═══ Listed records ═══
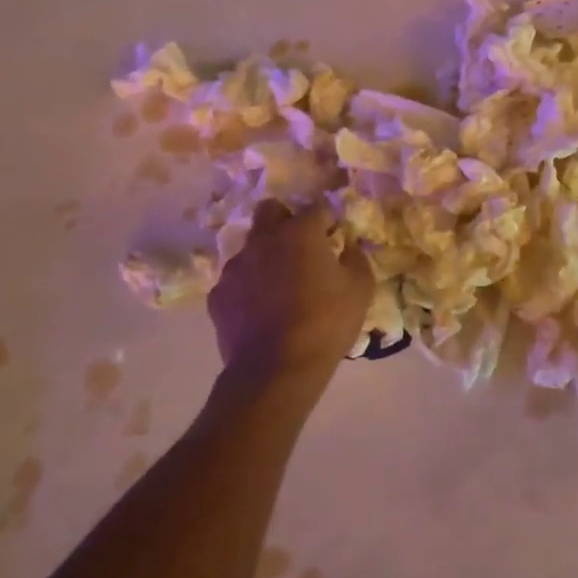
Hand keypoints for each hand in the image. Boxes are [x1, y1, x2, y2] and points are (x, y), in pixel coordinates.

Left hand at [208, 202, 372, 375]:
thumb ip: (356, 258)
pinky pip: (235, 280)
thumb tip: (348, 246)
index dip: (328, 220)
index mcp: (300, 232)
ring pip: (250, 246)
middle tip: (301, 248)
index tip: (334, 238)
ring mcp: (235, 267)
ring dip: (265, 256)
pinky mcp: (217, 295)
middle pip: (270, 210)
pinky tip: (260, 311)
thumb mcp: (360, 289)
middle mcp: (263, 240)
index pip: (316, 207)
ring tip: (279, 286)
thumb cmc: (326, 324)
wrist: (275, 370)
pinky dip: (248, 287)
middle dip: (285, 220)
═══
## Required work
Scan the entries for the string "index" and report only how many lines contain it.

## Exercise solution
4